Though COVID forced a restructuring of Rosen’s project, she is extremely grateful for the Lane Center’s financial assistance, which allowed her to visit and report from Nome and Fairbanks. St. Paul Island still beckons, as does Unalaska (a big U.S. seafood port) and Teller (a small village connected to Nome by a dirt road). Tight COVID restrictions are in place there to keep outsiders away; with its lack of medical services, rural Alaska would be devastated by a mass outbreak.

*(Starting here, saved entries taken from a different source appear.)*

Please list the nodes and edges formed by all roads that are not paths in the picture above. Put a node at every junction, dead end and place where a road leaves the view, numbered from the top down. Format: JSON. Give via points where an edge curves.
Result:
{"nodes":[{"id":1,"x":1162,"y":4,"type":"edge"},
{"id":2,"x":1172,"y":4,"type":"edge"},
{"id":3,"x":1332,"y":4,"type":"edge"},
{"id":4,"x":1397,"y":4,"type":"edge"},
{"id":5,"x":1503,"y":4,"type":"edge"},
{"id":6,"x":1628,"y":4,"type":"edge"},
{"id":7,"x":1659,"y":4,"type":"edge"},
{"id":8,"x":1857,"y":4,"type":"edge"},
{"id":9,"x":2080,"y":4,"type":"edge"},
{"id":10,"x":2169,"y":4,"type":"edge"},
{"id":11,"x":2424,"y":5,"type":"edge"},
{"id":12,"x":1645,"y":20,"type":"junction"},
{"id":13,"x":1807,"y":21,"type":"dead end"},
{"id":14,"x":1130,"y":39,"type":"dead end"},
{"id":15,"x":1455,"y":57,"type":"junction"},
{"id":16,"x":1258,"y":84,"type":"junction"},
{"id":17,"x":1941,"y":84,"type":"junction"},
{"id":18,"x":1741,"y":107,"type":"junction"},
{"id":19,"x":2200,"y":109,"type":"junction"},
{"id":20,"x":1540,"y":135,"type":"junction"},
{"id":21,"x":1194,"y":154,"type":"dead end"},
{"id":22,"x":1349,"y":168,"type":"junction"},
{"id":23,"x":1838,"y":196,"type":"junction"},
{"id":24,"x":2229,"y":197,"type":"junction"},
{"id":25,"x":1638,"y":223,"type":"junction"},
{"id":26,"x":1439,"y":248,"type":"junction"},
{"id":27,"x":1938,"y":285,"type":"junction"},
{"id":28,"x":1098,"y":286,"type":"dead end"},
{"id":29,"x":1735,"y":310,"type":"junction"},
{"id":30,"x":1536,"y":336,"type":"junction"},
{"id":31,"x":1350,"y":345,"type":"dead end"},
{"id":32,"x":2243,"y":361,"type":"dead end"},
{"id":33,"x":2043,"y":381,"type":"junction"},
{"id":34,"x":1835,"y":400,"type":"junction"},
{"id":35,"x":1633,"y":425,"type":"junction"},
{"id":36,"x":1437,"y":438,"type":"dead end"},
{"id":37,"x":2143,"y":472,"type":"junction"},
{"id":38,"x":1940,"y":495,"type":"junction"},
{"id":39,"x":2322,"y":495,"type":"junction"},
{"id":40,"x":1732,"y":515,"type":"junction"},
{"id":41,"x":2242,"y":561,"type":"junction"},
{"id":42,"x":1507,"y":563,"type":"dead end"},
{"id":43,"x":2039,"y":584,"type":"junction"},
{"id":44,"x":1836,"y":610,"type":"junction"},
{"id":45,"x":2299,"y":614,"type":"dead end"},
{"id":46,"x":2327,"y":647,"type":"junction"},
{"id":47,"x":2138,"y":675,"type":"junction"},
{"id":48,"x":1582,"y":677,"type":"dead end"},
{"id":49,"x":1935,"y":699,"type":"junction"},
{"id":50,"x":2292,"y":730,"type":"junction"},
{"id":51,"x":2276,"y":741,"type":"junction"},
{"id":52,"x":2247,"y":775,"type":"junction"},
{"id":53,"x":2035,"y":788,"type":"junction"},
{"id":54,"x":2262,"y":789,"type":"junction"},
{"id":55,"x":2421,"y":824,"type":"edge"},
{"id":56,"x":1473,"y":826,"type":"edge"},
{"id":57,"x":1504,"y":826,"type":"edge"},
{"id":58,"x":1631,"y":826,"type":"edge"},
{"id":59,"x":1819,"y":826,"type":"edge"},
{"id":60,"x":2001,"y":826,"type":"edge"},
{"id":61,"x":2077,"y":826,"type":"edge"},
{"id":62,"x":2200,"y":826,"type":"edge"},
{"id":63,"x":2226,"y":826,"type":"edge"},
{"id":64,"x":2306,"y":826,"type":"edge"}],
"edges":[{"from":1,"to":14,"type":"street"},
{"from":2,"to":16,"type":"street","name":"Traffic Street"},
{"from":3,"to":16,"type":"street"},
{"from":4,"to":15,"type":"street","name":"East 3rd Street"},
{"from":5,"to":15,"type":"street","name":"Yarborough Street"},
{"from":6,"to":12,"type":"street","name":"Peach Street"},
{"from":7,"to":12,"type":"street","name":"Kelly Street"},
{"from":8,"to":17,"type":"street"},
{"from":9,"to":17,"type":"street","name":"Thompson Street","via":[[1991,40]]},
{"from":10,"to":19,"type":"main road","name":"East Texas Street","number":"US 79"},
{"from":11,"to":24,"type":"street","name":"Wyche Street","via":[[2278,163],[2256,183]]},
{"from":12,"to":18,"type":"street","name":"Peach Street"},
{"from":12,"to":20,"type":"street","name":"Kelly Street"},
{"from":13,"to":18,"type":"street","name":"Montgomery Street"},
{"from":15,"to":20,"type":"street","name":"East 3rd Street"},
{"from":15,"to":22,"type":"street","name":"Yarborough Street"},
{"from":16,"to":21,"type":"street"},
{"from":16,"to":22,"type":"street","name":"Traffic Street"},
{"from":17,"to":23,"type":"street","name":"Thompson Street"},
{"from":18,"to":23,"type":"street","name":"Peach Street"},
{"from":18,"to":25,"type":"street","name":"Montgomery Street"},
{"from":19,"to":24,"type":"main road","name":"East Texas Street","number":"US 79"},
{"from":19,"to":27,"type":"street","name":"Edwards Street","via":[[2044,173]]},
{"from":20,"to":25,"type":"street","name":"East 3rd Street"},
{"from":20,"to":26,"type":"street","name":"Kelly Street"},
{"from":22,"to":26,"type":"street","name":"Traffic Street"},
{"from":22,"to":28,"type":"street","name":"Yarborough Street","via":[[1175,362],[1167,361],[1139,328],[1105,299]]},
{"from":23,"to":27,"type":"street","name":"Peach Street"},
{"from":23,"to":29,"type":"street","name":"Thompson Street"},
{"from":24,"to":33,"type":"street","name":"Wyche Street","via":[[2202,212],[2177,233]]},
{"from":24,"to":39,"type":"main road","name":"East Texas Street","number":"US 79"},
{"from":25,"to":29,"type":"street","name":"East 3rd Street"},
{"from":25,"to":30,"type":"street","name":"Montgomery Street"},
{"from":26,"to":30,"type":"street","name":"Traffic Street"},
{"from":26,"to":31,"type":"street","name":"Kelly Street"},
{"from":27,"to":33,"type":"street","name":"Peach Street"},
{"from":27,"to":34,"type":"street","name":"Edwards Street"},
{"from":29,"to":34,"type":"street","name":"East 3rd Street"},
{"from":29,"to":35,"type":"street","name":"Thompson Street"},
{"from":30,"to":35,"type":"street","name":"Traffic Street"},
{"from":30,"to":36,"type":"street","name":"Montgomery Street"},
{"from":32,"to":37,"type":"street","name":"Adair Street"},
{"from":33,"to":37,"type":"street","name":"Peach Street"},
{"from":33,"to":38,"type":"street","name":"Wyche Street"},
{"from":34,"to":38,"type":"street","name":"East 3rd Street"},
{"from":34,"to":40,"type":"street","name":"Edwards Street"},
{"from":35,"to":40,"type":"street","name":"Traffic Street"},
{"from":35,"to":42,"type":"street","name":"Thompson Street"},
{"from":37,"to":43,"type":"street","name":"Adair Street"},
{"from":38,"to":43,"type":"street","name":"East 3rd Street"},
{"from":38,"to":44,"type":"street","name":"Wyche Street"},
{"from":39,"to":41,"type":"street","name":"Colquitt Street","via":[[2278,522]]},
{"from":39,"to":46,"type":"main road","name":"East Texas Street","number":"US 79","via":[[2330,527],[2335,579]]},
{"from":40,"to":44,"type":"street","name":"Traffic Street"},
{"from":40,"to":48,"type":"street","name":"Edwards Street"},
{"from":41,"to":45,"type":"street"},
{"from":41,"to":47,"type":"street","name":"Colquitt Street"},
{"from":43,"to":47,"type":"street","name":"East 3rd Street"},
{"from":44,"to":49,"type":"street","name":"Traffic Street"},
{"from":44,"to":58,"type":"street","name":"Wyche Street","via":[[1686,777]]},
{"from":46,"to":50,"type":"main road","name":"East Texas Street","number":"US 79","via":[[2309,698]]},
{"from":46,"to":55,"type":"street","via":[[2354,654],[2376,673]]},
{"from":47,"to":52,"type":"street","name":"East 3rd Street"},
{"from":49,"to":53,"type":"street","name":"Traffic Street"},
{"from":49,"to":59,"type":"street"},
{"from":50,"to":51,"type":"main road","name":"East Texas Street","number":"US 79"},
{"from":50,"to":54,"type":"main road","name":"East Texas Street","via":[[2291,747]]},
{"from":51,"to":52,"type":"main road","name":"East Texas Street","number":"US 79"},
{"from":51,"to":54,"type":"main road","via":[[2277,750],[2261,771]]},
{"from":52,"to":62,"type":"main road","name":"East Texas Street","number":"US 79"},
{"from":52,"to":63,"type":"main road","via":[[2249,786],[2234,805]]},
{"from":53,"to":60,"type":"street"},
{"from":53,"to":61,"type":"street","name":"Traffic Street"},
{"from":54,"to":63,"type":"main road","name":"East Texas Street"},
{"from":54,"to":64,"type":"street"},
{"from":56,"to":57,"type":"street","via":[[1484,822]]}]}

Rosen also expressed gratitude to the Lane Center for allowing her to tell more of the Bering Sea’s story, bringing increased visibility to a region that is often overlooked as part of the American West. “There's a saying about [the Bering Sea], that it's ‘the edge of tomorrow,’" she said. “And it's transforming fast. I've been arguing (maybe agitating) since about 2016 or maybe earlier for some kind of in-depth Bering Sea coverage. It's an area that's extremely important to the whole marine environment and to modern commerce. For example, pretty much every fast-food fish burger eaten in the United States comes from the Bering Sea; the Bering Sea fisheries are some of the biggest in the world. The Bering has played a big role in history and events going back millennia. In 2018 there was a dramatic loss of ice – in the middle of winter – and the rest of the world started paying more attention.”